▸ **Assigned task**
Repeat precisely the span of lines below that opens with the line containing "Which roads connect where in this" and closes with the line containing "Digitize the connectivity of all", both included.

Dataset excerpts:
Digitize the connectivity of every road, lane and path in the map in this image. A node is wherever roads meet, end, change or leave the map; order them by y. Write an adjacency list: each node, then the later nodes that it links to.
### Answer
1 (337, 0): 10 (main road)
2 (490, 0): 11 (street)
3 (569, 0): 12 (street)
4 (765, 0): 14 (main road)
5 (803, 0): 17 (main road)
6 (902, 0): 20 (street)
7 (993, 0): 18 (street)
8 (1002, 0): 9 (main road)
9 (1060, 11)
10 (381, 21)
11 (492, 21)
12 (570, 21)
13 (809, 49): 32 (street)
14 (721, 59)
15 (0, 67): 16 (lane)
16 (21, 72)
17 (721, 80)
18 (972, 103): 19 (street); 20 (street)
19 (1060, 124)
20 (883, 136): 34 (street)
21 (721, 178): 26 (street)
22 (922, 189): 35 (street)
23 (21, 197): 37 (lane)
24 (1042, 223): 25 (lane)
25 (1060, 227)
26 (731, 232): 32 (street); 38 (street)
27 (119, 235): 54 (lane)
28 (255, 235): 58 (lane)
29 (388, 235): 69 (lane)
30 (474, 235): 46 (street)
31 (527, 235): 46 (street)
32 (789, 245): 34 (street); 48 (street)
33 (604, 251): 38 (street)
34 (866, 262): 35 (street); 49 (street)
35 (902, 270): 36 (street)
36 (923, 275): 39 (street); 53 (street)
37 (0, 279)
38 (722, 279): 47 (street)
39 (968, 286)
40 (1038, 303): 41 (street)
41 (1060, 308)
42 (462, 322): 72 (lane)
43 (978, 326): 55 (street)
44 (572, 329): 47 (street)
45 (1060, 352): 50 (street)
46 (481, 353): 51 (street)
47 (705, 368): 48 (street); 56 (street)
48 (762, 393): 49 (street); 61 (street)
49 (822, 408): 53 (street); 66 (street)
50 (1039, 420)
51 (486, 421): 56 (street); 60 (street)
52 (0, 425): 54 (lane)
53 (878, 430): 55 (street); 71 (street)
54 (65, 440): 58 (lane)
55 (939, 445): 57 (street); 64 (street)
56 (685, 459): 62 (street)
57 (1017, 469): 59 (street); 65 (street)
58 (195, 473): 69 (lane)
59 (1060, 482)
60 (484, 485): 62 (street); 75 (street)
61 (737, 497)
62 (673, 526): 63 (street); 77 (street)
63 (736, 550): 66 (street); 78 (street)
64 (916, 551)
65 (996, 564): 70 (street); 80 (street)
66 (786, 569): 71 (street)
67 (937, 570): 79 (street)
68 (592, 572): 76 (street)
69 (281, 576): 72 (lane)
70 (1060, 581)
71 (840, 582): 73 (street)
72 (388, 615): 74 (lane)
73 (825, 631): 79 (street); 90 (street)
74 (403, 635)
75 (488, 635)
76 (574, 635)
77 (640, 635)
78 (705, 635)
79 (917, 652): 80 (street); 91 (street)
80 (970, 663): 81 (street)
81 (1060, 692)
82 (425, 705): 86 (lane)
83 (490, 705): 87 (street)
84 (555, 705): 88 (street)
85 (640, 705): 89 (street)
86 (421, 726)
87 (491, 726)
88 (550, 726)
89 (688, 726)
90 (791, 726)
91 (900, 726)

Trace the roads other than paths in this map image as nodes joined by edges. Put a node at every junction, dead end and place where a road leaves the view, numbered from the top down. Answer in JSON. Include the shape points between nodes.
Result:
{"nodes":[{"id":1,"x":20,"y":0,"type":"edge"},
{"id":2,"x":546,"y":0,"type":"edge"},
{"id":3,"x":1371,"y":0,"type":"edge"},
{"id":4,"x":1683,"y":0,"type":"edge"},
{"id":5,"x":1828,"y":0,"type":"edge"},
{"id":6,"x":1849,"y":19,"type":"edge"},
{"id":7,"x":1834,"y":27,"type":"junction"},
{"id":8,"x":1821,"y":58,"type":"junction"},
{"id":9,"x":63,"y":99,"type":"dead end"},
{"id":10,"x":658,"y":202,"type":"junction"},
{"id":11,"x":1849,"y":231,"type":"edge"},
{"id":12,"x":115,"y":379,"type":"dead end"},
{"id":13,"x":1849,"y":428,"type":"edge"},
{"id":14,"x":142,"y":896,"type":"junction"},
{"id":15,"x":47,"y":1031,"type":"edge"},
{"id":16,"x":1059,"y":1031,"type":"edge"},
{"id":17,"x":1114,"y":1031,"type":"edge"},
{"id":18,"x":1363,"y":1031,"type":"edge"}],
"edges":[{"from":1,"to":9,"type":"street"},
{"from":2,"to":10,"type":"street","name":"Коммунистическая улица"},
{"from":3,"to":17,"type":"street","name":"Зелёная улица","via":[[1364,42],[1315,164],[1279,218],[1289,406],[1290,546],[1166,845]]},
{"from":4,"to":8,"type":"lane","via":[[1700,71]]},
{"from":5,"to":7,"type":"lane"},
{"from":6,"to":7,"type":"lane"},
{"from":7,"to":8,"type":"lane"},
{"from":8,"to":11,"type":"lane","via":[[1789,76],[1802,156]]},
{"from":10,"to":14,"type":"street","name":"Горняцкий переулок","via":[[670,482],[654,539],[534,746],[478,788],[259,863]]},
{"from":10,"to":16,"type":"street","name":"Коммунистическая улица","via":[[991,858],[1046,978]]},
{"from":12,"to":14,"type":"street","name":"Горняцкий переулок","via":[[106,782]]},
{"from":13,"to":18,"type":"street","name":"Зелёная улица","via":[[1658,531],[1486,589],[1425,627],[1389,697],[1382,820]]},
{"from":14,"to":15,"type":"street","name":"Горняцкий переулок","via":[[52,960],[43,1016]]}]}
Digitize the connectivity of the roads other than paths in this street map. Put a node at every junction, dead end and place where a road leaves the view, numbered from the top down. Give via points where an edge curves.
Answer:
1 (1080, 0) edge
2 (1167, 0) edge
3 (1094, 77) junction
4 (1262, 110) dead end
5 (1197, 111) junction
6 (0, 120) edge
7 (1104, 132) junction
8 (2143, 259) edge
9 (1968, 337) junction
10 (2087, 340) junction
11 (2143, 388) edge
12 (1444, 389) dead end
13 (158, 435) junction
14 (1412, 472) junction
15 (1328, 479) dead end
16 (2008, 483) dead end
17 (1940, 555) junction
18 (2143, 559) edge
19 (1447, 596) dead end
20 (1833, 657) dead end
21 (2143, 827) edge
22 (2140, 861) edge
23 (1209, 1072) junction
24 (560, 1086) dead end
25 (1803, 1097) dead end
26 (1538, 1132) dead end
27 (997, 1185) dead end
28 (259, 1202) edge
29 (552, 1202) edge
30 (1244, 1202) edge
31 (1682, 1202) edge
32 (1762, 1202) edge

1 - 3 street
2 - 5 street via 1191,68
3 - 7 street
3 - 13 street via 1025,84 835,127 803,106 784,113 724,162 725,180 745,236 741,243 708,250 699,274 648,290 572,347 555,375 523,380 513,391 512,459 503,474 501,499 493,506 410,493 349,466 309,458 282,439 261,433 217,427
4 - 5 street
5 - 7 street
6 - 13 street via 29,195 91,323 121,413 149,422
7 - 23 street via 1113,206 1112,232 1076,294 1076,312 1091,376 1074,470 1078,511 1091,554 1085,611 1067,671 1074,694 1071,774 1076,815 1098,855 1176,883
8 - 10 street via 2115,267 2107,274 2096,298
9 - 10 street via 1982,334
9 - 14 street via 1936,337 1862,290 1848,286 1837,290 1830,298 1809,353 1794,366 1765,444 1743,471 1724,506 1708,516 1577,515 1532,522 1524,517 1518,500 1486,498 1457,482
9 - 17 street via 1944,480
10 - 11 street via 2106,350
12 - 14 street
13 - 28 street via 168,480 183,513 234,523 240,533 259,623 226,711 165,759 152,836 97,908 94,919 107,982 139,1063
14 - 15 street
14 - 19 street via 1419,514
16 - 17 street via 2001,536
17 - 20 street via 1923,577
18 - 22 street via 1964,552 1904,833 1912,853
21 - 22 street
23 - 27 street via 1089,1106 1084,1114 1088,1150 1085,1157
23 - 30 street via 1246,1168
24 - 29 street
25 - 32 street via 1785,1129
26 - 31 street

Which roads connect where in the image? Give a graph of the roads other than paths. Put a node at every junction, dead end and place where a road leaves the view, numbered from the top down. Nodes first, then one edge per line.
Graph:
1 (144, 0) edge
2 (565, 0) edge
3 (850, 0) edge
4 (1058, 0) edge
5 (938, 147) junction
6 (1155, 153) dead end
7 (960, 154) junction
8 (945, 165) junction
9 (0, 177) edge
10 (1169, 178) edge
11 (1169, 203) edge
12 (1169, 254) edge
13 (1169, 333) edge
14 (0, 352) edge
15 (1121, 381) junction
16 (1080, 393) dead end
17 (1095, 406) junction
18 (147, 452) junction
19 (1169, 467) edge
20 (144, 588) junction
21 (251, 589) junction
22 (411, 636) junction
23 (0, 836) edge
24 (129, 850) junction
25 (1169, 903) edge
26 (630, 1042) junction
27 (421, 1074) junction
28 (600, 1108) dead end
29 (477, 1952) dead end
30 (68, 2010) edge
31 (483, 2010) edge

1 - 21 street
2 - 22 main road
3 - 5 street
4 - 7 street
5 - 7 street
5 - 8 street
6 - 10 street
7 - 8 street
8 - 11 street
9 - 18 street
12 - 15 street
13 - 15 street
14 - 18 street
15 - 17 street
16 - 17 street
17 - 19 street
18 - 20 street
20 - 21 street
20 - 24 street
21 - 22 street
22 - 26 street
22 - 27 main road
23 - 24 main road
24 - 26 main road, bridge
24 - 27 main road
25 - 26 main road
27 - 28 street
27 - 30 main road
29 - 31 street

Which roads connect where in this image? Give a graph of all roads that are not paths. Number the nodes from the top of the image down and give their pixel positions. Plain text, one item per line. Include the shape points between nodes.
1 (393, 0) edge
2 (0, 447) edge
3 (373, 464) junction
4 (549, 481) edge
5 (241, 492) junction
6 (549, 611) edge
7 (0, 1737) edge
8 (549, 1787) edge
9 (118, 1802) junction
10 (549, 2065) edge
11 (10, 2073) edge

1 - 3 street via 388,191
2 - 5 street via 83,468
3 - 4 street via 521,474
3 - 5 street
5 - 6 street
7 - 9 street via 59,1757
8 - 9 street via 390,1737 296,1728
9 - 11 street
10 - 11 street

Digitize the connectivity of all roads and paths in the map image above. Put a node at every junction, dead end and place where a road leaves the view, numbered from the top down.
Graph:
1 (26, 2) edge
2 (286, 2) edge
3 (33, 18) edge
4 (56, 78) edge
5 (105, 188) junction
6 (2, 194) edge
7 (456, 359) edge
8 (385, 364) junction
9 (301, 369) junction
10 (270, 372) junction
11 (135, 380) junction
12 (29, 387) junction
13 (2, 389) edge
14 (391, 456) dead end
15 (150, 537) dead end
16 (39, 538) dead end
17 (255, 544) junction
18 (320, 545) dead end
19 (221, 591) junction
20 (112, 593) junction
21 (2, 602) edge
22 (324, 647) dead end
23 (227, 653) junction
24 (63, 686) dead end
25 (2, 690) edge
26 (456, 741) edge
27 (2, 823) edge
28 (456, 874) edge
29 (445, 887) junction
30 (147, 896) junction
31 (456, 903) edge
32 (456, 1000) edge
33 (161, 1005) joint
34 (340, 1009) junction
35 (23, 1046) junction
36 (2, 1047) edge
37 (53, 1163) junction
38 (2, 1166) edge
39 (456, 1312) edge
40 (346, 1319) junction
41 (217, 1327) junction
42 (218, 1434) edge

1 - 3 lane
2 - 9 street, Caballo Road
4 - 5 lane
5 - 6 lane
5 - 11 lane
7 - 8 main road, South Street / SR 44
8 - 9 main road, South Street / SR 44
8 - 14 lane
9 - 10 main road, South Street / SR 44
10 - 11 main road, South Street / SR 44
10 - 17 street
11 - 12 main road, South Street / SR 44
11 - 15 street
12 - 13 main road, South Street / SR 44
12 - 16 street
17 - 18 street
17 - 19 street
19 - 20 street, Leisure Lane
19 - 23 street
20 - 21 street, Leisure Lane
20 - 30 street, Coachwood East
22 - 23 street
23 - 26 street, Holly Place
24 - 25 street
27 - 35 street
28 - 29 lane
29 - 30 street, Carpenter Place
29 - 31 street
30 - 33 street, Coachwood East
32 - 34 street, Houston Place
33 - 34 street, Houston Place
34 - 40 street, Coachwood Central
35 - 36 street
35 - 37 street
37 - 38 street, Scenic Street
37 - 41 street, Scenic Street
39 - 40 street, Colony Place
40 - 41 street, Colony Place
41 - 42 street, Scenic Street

▸ **Response to this task**
Which roads connect where in this image? Give a graph of all roads that are not paths. Number the nodes from the top of the image down and give their pixel positions. Plain text, one item per line. Include the shape points between nodes.
1 (393, 0) edge
2 (0, 447) edge
3 (373, 464) junction
4 (549, 481) edge
5 (241, 492) junction
6 (549, 611) edge
7 (0, 1737) edge
8 (549, 1787) edge
9 (118, 1802) junction
10 (549, 2065) edge
11 (10, 2073) edge

1 - 3 street via 388,191
2 - 5 street via 83,468
3 - 4 street via 521,474
3 - 5 street
5 - 6 street
7 - 9 street via 59,1757
8 - 9 street via 390,1737 296,1728
9 - 11 street
10 - 11 street

Digitize the connectivity of all roads and paths in the map image above. Put a node at every junction, dead end and place where a road leaves the view, numbered from the top down.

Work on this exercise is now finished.